The short answer is that beverage temperature is unlikely to profoundly impact gut symptoms. Once they reach your stomach, chilled beverages are warmed to near body temperature within 5–10 minutes, making the effects on gastric emptying short-lived.26 Indeed, the same investigation that found hindered stomach emptying 12 minutes after cold juice ingestion also found no differences in emptying between the cold and warm juices at later time points. And while studies comparing the consumption of fluids kept at different temperatures have frequently neglected to collect information on gut symptoms, the fact that cool fluid ingestion has often improved exercise capacity in these studies suggests that any increase in symptoms is either negligible or not severe enough to impact performance.

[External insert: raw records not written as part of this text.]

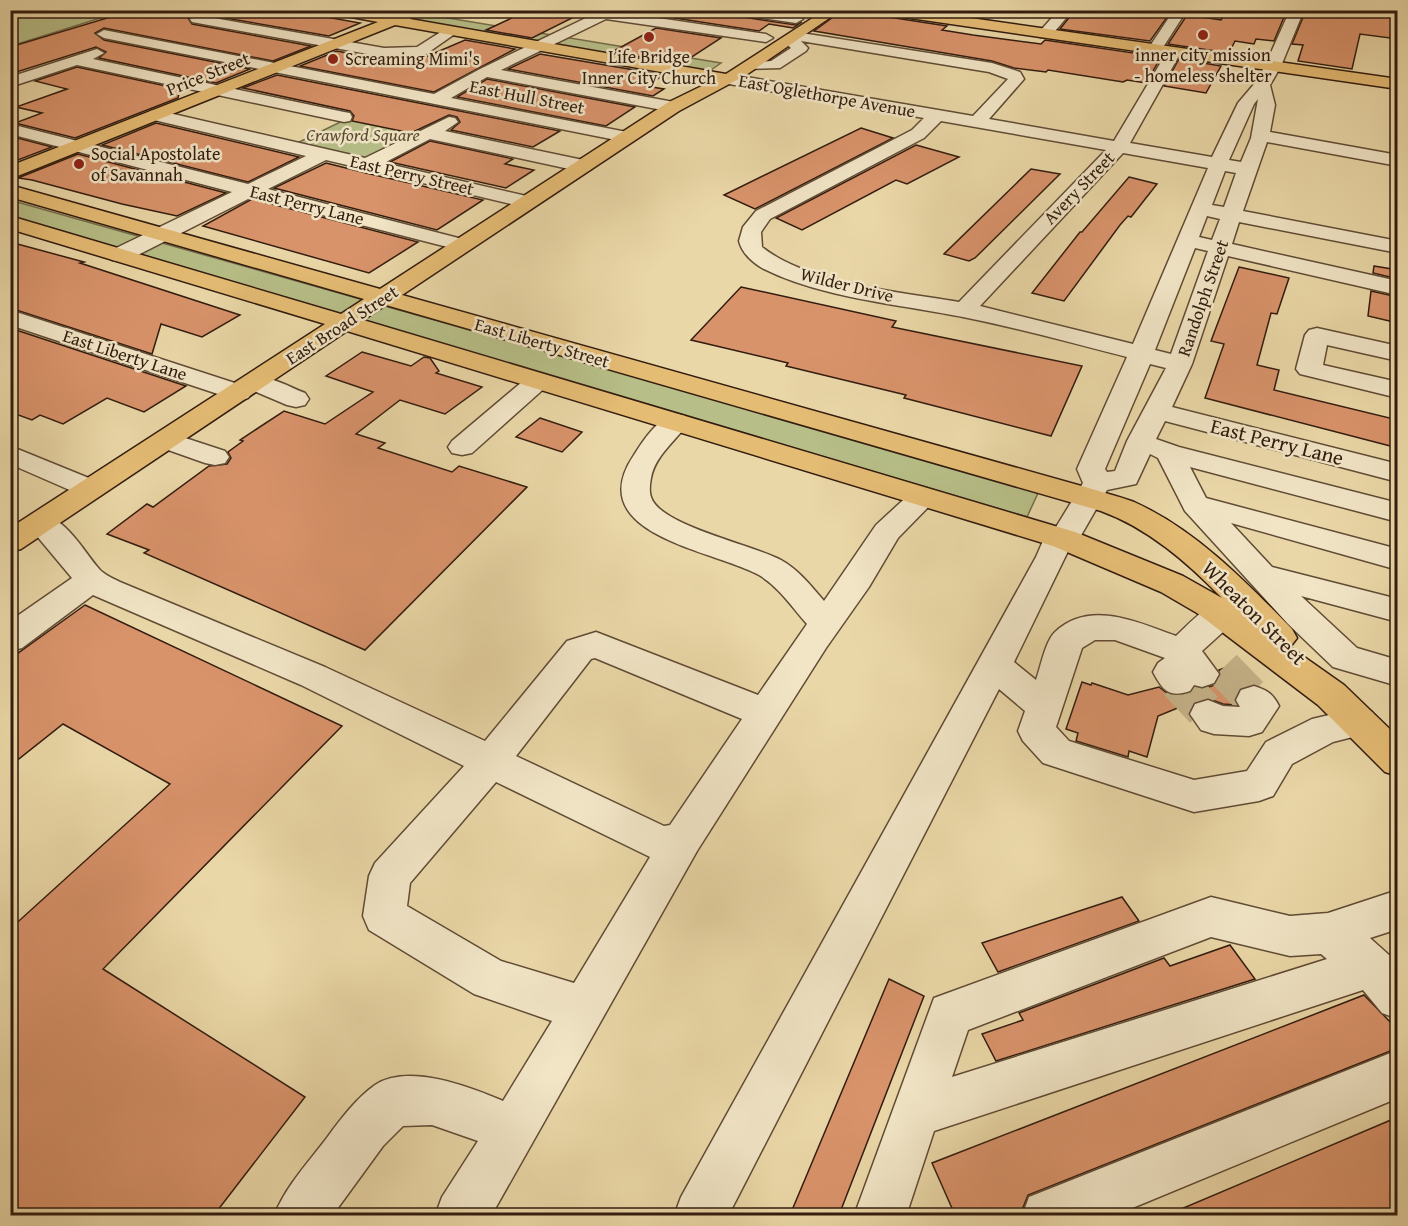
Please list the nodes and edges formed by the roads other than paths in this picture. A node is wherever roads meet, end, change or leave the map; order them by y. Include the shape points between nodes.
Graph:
1 (221, 10) edge
2 (335, 10) edge
3 (582, 10) edge
4 (736, 10) edge
5 (810, 10) edge
6 (835, 10) edge
7 (882, 10) edge
8 (1067, 10) edge
9 (1181, 10) edge
10 (1297, 10) edge
11 (610, 12) edge
12 (408, 14) edge
13 (796, 19) junction
14 (124, 27) dead end
15 (452, 31) junction
16 (157, 32) dead end
17 (1044, 33) junction
18 (560, 38) junction
19 (766, 38) junction
20 (792, 38) junction
21 (136, 39) junction
22 (335, 44) junction
23 (543, 46) junction
24 (1155, 49) junction
25 (49, 52) dead end
26 (1174, 52) junction
27 (74, 60) junction
28 (1273, 66) junction
29 (277, 67) junction
30 (737, 71) junction
31 (485, 72) junction
32 (711, 76) junction
33 (10, 82) edge
34 (1398, 84) edge
35 (1262, 85) junction
36 (219, 90) junction
37 (398, 91) junction
38 (437, 99) junction
39 (477, 107) junction
40 (673, 107) junction
41 (156, 115) junction
42 (937, 115) junction
43 (344, 117) junction
44 (979, 119) junction
45 (10, 129) edge
46 (429, 133) junction
47 (1261, 136) junction
48 (626, 137) junction
49 (1121, 144) junction
50 (284, 145) junction
51 (78, 146) junction
52 (324, 154) junction
53 (1220, 161) junction
54 (1398, 161) edge
55 (369, 164) junction
56 (583, 166) junction
57 (1248, 166) junction
58 (10, 173) edge
59 (250, 190) junction
60 (10, 191) edge
61 (528, 202) junction
62 (1201, 208) junction
63 (1232, 214) junction
64 (10, 222) edge
65 (164, 234) junction
66 (1188, 240) junction
67 (463, 245) junction
68 (1398, 247) edge
69 (1219, 248) junction
70 (120, 255) junction
71 (1398, 288) edge
72 (383, 298) junction
73 (964, 310) junction
74 (10, 317) edge
75 (344, 323) junction
76 (1141, 354) junction
77 (1398, 354) edge
78 (1180, 364) junction
79 (538, 381) junction
80 (246, 388) junction
81 (1398, 390) edge
82 (296, 399) dead end
83 (1157, 411) junction
84 (676, 422) junction
85 (167, 440) junction
86 (462, 447) dead end
87 (1155, 447) junction
88 (10, 454) edge
89 (215, 457) dead end
90 (1398, 473) edge
91 (92, 489) junction
92 (1086, 491) junction
93 (923, 497) junction
94 (1195, 504) junction
95 (1398, 513) edge
96 (41, 523) junction
97 (1064, 539) junction
98 (10, 543) edge
99 (1398, 560) edge
100 (1262, 575) junction
101 (100, 585) junction
102 (1398, 611) edge
103 (1222, 614) junction
104 (825, 624) junction
105 (10, 639) edge
106 (994, 664) junction
107 (1398, 673) edge
108 (1331, 695) junction
109 (1043, 706) junction
110 (1236, 711) tunnel mouth
111 (765, 713) junction
112 (1359, 722) junction
113 (1279, 753) junction
114 (1397, 761) edge
115 (490, 762) junction
116 (683, 839) junction
117 (1398, 909) edge
118 (1328, 933) junction
119 (1384, 982) edge
120 (584, 1009) junction
121 (1398, 1074) edge
122 (916, 1113) junction
123 (511, 1135) junction
124 (300, 1215) edge
125 (461, 1215) edge
126 (700, 1215) edge
127 (880, 1215) edge
128 (1048, 1215) edge

1 - 22 street via 192,20
2 - 12 main road, East Oglethorpe Avenue
3 - 11 street
4 - 13 street
5 - 13 main road, East Broad Street
6 - 20 main road
7 - 17 main road
8 - 17 street
9 - 24 street
10 - 28 street, Randolph Street
11 - 18 street
11 - 19 street
12 - 15 main road, East Oglethorpe Avenue
12 - 18 main road, East Oglethorpe Avenue
12 - 22 main road, Price Street
13 - 19 main road, East Broad Street
14 - 21 street, East Hull Street via 99,36
15 - 22 street via 409,53
15 - 23 main road, East Oglethorpe Avenue
16 - 21 street
17 - 24 main road
18 - 23 street
18 - 30 main road, East Oglethorpe Avenue
19 - 30 main road, East Broad Street
20 - 30 street via 801,48 775,65
20 - 44 street via 992,68 1014,75 1014,82
21 - 27 street
21 - 29 street, East Hull Street
22 - 29 main road, Price Street
23 - 31 street
23 - 32 main road, East Oglethorpe Avenue
24 - 26 main road
25 - 27 street via 49,56
26 - 28 main road
26 - 49 street, Avery Street
27 - 33 street
27 - 36 street
28 - 34 main road
28 - 35 street, Randolph Street
29 - 36 main road, Price Street
29 - 37 street, East Hull Street
30 - 32 main road, East Oglethorpe Avenue
30 - 40 main road, East Broad Street
30 - 42 street, East Oglethorpe Avenue
30 - 44 street, East Oglethorpe Avenue
31 - 38 street
31 - 40 street
32 - 40 main road, East Broad Street
35 - 47 street, Randolph Street via 1267,105
35 - 53 street, Randolph Street via 1246,103
36 - 41 main road, Price Street
36 - 43 street
37 - 38 street, East Hull Street
37 - 43 street
38 - 39 street, East Hull Street
39 - 46 street
39 - 48 street, East Hull Street
40 - 48 main road, East Broad Street
41 - 50 street, East Perry Street
41 - 51 main road, Price Street
42 - 44 street, East Oglethorpe Avenue
42 - 73 street, Wilder Drive via 918,134 763,215 752,226 749,239 754,251 785,270 885,297
43 - 50 street
44 - 49 street, East Oglethorpe Avenue
45 - 51 street, East Perry Lane
46 - 55 street
46 - 56 street
47 - 54 street
47 - 57 street, Randolph Street
48 - 56 main road, East Broad Street
49 - 53 street, East Oglethorpe Avenue
49 - 73 street, Avery Street
50 - 52 street, East Perry Street
51 - 58 main road, Price Street
51 - 59 street, East Perry Lane
52 - 55 street, East Perry Street
52 - 59 street
53 - 57 street, East Oglethorpe Avenue
53 - 62 street, Randolph Street
55 - 61 street, East Perry Street
56 - 61 main road, East Broad Street
57 - 63 street, Randolph Street
59 - 65 street
59 - 67 street, East Perry Lane
60 - 65 main road, East Liberty Street
61 - 67 main road, East Broad Street
62 - 63 street
62 - 66 street, Randolph Street
63 - 68 street
63 - 69 street, Randolph Street
64 - 70 main road, East Liberty Street
65 - 70 street
65 - 72 main road, East Liberty Street
66 - 69 street
66 - 76 street, Randolph Street
67 - 72 main road, East Broad Street
69 - 71 street
69 - 78 street, Randolph Street
70 - 75 main road, East Liberty Street
72 - 75 main road, East Broad Street
72 - 92 main road, East Liberty Street
73 - 76 street, Wilder Drive
74 - 80 street, East Liberty Lane
75 - 79 main road, East Liberty Street
75 - 80 main road, East Broad Street
76 - 78 street, Wilder Drive
76 - 92 street, Randolph Street via 1091,469
77 - 81 street via 1317,335 1309,369
78 - 83 street, Randolph Street
79 - 84 main road, East Liberty Street
79 - 86 street
80 - 82 street, East Liberty Lane
80 - 85 main road, East Broad Street
83 - 87 street, Randolph Street
83 - 90 street, East Perry Lane
84 - 93 main road, East Liberty Street
84 - 104 street via 654,446 636,478 634,492 640,508 675,531 767,566 786,579
85 - 89 street
85 - 91 main road, East Broad Street
87 - 92 street, Randolph Street via 1126,478
87 - 94 street
87 - 95 street
88 - 91 street
91 - 96 main road, East Broad Street
92 - 97 street, Randolph Street
92 - 108 main road, Wheaton Street via 1175,540 1203,560 1232,586
93 - 97 main road, East Liberty Street
93 - 104 street via 887,532
94 - 99 street
94 - 100 street
96 - 98 main road, East Broad Street
96 - 101 street
97 - 103 main road, Wheaton Street via 1172,584
97 - 106 street, Randolph Street via 1057,542
100 - 102 street
100 - 107 street via 1345,658
101 - 105 street
101 - 115 street via 313,676
103 - 108 main road, Wheaton Street
103 - 109 street via 1195,667 1117,628 1089,628 1067,641
104 - 111 street
106 - 109 street
106 - 126 street, Randolph Street
108 - 112 main road, Wheaton Street
109 - 113 street via 1036,731 1056,753 1194,796 1259,785
110 - 113 street
111 - 115 street via 596,644 579,651
111 - 116 street
112 - 113 street via 1325,729
112 - 114 main road, Wheaton Street
115 - 116 street via 662,844
115 - 120 street via 390,876 384,916 490,979
116 - 120 street
117 - 118 street
118 - 119 street
118 - 122 street via 1290,936 1211,917 950,1014
119 - 122 street
120 - 123 street
121 - 128 street
122 - 127 street
123 - 124 street via 495,1122 432,1101 393,1102 365,1128
123 - 125 street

VOLUME AND FREQUENCY OF DRINKING
Other than fluid temperature, the frequency and volume of fluid ingestion can also affect stomach emptying. It’s long been recognized that large volumes of fluid held in the stomach elicit the fastest rates of emptying, but as fluid leaves the stomach, emptying begins to slow.27 This means that the rate of emptying falls exponentially over time. So, if you continually drink, say, every 10–15 minutes, with the goal of keeping your stomach topped off with fluid, that should result in a superior rate of fluid delivery to your small intestine. Consequently, exercise science textbooks sometimes recommend that athletes consume fluid every 10–15 minutes during prolonged exercise in order to maintain a high rate of gastric emptying.

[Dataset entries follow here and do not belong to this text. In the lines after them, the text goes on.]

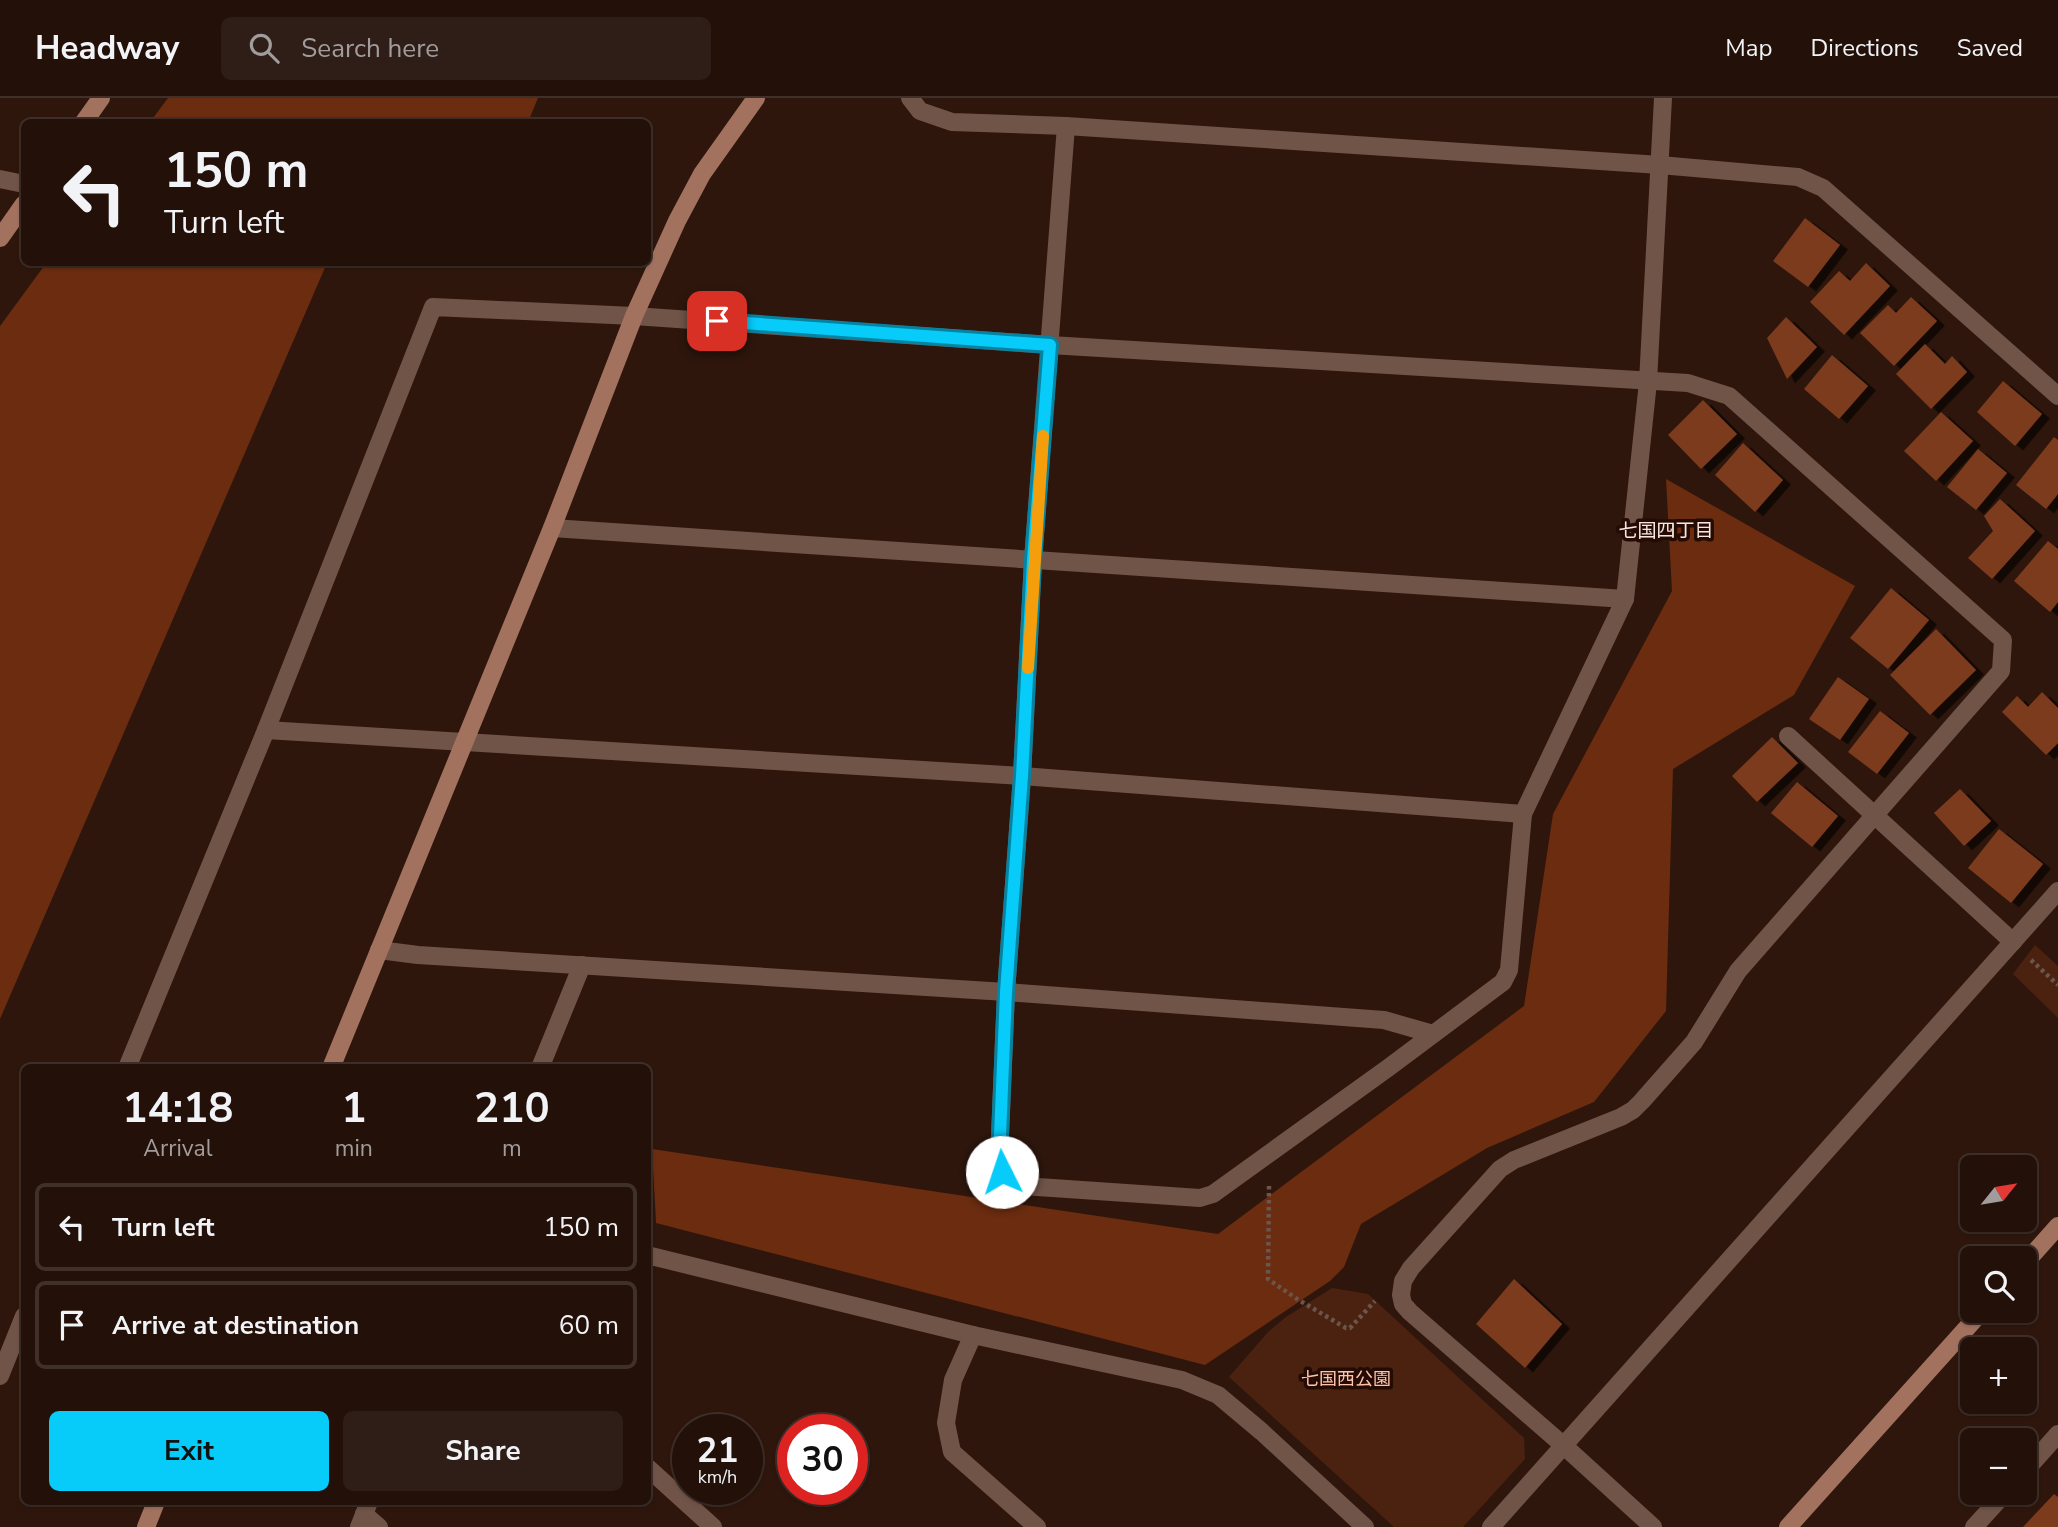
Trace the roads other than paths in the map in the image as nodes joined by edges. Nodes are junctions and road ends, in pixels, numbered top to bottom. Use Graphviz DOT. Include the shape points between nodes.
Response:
graph roads {
  1 [pos="102,98"];
  2 [pos="756,98"];
  3 [pos="910,98"];
  4 [pos="1663,98"];
  5 [pos="86,119"];
  6 [pos="1066,126"];
  7 [pos="1660,165"];
  8 [pos="0,178"];
  9 [pos="21,183"];
  10 [pos="21,208"];
  11 [pos="0,238"];
  12 [pos="634,316"];
  13 [pos="1050,345"];
  14 [pos="1648,382"];
  15 [pos="2058,396"];
  16 [pos="552,528"];
  17 [pos="1033,560"];
  18 [pos="1625,599"];
  19 [pos="266,730"];
  20 [pos="1788,736"];
  21 [pos="464,741"];
  22 [pos="1022,776"];
  23 [pos="1523,814"];
  24 [pos="1875,816"];
  25 [pos="2058,891"];
  26 [pos="2013,942"];
  27 [pos="379,950"];
  28 [pos="582,965"];
  29 [pos="1006,992"];
  30 [pos="1433,1034"];
  31 [pos="129,1064"];
  32 [pos="333,1064"];
  33 [pos="542,1064"];
  34 [pos="2058,1226"];
  35 [pos="2037,1250"];
  36 [pos="651,1256"];
  37 [pos="1971,1323"];
  38 [pos="21,1324"];
  39 [pos="973,1335"];
  40 [pos="0,1376"];
  41 [pos="2058,1434"];
  42 [pos="1563,1445"];
  43 [pos="2037,1458"];
  44 [pos="651,1471"];
  45 [pos="155,1505"];
  46 [pos="1994,1505"];
  47 [pos="364,1514"];
  48 [pos="146,1527"];
  49 [pos="379,1527"];
  50 [pos="713,1527"];
  51 [pos="1037,1527"];
  52 [pos="1365,1527"];
  53 [pos="1491,1527"];
  54 [pos="1653,1527"];
  55 [pos="1788,1527"];
  56 [pos="1974,1527"];
  1 -- 5 [label="street"];
  2 -- 12 [label="street" via="702,174"];
  3 -- 6 [label="street" via="920,111 952,122"];
  4 -- 7 [label="street"];
  6 -- 7 [label="street"];
  6 -- 13 [label="street"];
  7 -- 14 [label="street"];
  7 -- 15 [label="street" via="1798,177 1823,188"];
  8 -- 9 [label="street"];
  10 -- 11 [label="street"];
  12 -- 13 [label="street"];
  12 -- 16 [label="street"];
  12 -- 19 [label="street" via="433,307"];
  13 -- 14 [label="street"];
  13 -- 17 [label="street"];
  14 -- 18 [label="street"];
  14 -- 24 [label="street" via="1688,383 1729,396 2003,640 2001,671"];
  16 -- 17 [label="street"];
  16 -- 21 [label="street"];
  17 -- 18 [label="street"];
  17 -- 22 [label="street"];
  18 -- 23 [label="street"];
  19 -- 21 [label="street"];
  19 -- 31 [label="street"];
  20 -- 24 [label="street"];
  21 -- 22 [label="street"];
  21 -- 27 [label="street"];
  22 -- 23 [label="street"];
  22 -- 29 [label="street"];
  23 -- 30 [label="street" via="1509,970 1503,982"];
  24 -- 26 [label="street"];
  24 -- 42 [label="street" via="1738,971 1694,1042 1633,1110 1500,1169 1403,1281 1403,1304 1410,1312"];
  25 -- 26 [label="street"];
  26 -- 42 [label="street"];
  27 -- 28 [label="street"];
  27 -- 32 [label="street"];
  28 -- 29 [label="street"];
  28 -- 33 [label="street"];
  29 -- 30 [label="street" via="1384,1020"];
  29 -- 30 [label="street" via="999,1160 1011,1182 1023,1186 1200,1198 1213,1195"];
  34 -- 35 [label="street"];
  36 -- 39 [label="street"];
  37 -- 55 [label="street"];
  38 -- 40 [label="street"];
  39 -- 51 [label="street" via="953,1380 946,1423 952,1452"];
  39 -- 52 [label="street" via="1182,1380 1218,1395"];
  41 -- 43 [label="street"];
  42 -- 53 [label="street"];
  42 -- 54 [label="street"];
  44 -- 50 [label="street"];
  45 -- 48 [label="street"];
  46 -- 56 [label="street"];
  47 -- 49 [label="street"];
}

On a practical level, however, it’s questionable whether this modest increase in emptying and fluid delivery leads to better exercise performance because, as I explained earlier, drinking above the dictates of thirst hasn’t been consistently shown to improve performance and can actually hinder performance if it causes gut discomfort. In addition, the frequency with which an athlete drinks often depends on the constraints of the sport, and in some sports (e.g., professional soccer), drinking every 10–15 minutes might not be feasible.